### TASK TO COMPLETE
Among the entries, which lines carry the string "curves"? Copy every one.

### DATA

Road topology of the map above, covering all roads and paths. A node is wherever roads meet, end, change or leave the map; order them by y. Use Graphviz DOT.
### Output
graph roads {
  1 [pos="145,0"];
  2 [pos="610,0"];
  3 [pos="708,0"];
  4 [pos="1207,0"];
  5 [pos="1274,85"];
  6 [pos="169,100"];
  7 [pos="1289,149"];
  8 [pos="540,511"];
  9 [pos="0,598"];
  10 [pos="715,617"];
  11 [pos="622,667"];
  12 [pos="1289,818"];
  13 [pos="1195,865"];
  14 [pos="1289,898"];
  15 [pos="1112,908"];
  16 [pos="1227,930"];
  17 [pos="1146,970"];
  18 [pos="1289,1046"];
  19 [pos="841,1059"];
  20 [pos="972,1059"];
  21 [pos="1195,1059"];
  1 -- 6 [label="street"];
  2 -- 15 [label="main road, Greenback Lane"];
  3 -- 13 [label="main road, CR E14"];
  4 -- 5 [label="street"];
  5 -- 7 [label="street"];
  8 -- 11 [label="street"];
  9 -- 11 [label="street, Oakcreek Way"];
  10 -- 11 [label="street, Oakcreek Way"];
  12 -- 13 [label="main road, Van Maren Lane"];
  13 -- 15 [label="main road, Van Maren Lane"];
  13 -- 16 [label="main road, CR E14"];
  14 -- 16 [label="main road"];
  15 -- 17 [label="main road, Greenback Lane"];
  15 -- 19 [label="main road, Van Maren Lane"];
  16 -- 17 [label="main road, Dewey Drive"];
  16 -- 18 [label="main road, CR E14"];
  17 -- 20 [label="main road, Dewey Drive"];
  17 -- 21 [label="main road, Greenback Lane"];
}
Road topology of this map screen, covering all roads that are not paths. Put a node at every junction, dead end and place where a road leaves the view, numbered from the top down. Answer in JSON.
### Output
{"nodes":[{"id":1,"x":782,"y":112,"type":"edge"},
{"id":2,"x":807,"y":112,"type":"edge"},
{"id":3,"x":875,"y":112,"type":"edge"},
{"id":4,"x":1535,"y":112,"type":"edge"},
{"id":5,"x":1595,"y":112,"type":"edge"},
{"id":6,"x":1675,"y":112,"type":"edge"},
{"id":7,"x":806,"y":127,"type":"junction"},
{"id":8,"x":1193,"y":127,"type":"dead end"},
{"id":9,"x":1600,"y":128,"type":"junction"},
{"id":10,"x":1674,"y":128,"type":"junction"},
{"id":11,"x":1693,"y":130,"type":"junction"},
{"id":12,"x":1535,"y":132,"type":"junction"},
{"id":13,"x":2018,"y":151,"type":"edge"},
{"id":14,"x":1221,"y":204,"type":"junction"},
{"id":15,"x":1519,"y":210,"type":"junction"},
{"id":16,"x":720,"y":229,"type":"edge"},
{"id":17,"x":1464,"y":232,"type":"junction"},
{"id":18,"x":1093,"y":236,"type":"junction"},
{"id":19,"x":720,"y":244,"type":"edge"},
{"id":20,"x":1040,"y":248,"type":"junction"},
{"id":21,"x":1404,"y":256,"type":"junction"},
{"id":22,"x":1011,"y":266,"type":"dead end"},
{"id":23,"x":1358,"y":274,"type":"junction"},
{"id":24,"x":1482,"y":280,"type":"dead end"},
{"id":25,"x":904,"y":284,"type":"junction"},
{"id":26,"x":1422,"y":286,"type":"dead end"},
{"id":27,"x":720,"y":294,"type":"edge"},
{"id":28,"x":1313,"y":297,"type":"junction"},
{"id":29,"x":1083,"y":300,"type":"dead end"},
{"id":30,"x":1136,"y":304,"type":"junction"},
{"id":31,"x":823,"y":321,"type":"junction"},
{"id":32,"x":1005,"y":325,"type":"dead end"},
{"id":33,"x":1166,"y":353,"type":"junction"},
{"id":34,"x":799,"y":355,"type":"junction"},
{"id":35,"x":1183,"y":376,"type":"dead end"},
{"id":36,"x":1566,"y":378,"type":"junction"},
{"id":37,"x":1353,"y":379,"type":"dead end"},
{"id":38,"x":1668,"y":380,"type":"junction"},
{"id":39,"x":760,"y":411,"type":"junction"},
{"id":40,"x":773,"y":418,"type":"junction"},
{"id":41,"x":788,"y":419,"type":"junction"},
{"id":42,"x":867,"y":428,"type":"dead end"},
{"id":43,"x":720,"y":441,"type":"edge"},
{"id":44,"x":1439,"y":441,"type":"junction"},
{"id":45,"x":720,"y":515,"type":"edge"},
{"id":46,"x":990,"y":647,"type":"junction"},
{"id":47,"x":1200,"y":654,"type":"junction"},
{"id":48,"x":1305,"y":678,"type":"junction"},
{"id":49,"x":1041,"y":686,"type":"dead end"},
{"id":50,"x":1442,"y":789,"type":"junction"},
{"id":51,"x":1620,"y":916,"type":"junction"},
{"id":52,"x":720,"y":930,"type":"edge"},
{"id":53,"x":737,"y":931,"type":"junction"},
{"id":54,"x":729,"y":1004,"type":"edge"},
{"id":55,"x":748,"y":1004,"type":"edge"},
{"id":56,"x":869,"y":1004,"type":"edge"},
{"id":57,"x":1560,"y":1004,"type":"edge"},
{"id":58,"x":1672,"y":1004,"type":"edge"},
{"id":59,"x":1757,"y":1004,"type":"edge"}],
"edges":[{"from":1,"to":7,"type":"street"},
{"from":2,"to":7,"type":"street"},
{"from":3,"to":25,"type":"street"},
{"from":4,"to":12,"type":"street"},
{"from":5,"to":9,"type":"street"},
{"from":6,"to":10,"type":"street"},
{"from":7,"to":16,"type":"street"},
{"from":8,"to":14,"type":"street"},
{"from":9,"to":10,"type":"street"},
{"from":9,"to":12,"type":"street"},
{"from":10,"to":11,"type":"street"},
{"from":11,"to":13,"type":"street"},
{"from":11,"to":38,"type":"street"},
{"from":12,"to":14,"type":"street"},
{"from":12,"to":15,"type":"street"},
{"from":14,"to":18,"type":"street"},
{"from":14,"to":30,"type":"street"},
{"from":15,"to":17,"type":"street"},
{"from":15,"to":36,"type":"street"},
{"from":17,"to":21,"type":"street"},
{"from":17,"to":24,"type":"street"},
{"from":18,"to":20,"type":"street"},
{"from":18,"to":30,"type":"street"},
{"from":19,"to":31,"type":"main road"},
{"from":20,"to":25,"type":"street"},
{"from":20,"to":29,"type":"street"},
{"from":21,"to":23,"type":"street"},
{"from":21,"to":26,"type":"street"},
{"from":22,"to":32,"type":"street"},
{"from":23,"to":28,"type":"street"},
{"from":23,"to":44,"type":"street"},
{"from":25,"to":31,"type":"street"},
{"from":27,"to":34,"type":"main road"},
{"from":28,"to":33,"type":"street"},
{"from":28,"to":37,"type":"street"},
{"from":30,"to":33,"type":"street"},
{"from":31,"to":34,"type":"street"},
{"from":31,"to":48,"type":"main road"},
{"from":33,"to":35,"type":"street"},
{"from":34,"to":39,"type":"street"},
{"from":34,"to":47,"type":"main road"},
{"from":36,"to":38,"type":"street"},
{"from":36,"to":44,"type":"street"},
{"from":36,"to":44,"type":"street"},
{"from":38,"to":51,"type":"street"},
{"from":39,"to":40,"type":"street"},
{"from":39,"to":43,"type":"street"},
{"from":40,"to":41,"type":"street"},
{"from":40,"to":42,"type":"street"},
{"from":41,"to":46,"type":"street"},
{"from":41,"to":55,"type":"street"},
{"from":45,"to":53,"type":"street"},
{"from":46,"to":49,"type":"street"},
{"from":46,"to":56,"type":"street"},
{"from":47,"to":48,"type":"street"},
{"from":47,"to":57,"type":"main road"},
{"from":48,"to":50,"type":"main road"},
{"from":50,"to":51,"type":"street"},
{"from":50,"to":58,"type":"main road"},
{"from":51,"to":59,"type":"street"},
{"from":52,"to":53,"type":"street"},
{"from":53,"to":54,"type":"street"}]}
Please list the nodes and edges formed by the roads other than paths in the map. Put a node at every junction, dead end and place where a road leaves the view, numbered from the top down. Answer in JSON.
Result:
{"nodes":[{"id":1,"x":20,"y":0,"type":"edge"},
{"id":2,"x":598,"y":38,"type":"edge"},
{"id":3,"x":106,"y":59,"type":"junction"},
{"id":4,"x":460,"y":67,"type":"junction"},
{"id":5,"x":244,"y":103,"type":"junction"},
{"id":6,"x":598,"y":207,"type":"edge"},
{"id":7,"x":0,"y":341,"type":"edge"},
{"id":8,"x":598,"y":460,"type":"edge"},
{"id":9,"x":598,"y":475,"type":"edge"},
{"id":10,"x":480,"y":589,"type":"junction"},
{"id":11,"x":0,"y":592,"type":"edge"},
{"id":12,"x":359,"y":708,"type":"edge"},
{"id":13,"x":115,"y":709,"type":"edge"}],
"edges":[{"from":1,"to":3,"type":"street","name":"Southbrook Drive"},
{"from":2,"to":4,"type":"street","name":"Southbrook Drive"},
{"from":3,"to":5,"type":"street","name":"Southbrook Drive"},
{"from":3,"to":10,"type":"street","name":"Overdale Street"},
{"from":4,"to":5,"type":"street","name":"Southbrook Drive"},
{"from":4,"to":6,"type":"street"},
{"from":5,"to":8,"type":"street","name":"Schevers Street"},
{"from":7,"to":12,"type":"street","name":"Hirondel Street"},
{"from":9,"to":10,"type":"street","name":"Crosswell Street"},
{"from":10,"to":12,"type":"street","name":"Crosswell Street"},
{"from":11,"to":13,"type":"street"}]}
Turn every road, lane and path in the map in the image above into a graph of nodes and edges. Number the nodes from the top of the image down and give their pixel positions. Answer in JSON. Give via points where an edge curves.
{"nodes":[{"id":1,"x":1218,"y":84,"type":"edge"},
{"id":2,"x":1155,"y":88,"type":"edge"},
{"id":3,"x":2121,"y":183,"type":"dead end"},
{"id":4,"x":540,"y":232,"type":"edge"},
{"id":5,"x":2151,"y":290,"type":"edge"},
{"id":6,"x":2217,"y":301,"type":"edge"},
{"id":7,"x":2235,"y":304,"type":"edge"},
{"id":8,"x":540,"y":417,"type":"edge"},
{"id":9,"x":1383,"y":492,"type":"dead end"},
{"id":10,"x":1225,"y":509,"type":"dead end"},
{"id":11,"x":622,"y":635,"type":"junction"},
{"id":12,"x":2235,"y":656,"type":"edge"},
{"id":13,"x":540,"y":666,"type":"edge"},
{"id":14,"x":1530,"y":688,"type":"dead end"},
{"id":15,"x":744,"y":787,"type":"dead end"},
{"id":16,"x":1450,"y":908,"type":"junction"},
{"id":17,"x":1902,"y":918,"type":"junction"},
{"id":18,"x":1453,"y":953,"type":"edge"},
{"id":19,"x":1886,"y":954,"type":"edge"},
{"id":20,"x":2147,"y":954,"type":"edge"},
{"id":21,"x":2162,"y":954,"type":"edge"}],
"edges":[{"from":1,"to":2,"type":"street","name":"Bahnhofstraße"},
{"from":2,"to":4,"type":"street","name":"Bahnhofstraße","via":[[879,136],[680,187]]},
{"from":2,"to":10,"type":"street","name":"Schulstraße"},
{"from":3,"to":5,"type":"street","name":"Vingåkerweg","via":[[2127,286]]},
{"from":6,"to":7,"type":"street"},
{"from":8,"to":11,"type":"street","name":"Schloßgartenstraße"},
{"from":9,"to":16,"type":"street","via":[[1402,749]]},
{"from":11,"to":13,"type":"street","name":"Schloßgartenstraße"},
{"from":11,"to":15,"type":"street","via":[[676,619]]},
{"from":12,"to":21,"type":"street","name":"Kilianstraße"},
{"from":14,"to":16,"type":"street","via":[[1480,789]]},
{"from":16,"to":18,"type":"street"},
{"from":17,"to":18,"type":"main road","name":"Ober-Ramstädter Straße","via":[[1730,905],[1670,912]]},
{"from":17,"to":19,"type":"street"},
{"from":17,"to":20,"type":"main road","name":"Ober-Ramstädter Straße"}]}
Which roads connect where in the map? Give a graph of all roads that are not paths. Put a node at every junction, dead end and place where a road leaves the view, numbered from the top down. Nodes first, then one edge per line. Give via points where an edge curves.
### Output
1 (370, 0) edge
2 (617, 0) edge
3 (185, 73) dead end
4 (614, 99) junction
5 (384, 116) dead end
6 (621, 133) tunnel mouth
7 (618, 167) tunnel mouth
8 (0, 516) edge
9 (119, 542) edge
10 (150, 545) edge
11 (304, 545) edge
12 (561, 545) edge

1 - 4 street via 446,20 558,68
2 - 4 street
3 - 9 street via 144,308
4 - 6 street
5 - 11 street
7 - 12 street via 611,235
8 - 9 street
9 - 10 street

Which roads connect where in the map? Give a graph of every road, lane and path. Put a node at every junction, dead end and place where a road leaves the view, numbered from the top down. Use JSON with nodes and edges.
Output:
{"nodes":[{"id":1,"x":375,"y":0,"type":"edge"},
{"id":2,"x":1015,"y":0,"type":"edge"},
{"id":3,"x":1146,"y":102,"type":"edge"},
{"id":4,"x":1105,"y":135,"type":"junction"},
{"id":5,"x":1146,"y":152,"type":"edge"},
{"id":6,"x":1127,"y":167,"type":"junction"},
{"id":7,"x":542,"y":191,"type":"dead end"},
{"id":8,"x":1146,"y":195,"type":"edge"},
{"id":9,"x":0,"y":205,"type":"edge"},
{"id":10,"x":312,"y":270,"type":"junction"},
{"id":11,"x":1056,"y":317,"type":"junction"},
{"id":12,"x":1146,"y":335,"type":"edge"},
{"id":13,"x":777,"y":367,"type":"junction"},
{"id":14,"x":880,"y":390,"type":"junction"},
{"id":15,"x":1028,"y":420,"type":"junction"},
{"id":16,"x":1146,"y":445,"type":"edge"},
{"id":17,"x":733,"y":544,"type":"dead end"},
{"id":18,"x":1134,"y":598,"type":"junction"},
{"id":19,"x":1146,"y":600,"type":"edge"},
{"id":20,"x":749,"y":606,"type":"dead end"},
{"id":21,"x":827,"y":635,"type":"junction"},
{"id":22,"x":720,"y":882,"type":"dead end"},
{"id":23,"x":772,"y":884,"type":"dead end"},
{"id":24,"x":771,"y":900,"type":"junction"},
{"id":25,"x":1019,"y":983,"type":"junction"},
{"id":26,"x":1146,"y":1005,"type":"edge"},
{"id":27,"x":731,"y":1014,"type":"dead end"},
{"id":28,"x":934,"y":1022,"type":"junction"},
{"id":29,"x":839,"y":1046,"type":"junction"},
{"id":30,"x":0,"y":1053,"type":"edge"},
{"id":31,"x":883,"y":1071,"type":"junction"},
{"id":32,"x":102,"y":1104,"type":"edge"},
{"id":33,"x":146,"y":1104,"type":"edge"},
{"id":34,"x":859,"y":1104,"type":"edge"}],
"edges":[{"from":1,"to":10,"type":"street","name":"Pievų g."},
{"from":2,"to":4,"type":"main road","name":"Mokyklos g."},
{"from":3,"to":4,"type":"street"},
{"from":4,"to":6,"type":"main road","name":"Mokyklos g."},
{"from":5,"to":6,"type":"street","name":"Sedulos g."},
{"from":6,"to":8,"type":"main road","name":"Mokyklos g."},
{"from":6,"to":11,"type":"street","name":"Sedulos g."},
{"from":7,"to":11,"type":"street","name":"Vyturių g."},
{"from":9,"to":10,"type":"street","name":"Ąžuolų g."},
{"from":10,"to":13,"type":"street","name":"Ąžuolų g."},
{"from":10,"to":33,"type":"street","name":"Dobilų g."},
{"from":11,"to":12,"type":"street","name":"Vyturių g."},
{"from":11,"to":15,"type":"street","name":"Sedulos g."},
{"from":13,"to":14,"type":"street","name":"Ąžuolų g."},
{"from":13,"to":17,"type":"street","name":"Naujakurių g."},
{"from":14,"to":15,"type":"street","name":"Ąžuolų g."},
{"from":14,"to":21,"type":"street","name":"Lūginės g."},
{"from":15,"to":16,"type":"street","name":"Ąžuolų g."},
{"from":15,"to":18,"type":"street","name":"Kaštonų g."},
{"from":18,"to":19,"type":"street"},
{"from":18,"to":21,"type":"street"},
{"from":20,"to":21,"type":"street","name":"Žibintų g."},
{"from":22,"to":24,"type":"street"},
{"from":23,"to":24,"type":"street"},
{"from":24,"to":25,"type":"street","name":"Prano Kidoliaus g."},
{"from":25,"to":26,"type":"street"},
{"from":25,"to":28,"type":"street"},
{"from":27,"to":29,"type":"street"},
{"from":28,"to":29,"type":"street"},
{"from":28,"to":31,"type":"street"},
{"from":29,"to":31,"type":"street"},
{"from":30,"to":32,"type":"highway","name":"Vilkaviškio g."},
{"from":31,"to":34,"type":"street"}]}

### ANSWER SPACE
Turn every road, lane and path in the map in the image above into a graph of nodes and edges. Number the nodes from the top of the image down and give their pixel positions. Answer in JSON. Give via points where an edge curves.
Which roads connect where in the map? Give a graph of all roads that are not paths. Put a node at every junction, dead end and place where a road leaves the view, numbered from the top down. Nodes first, then one edge per line. Give via points where an edge curves.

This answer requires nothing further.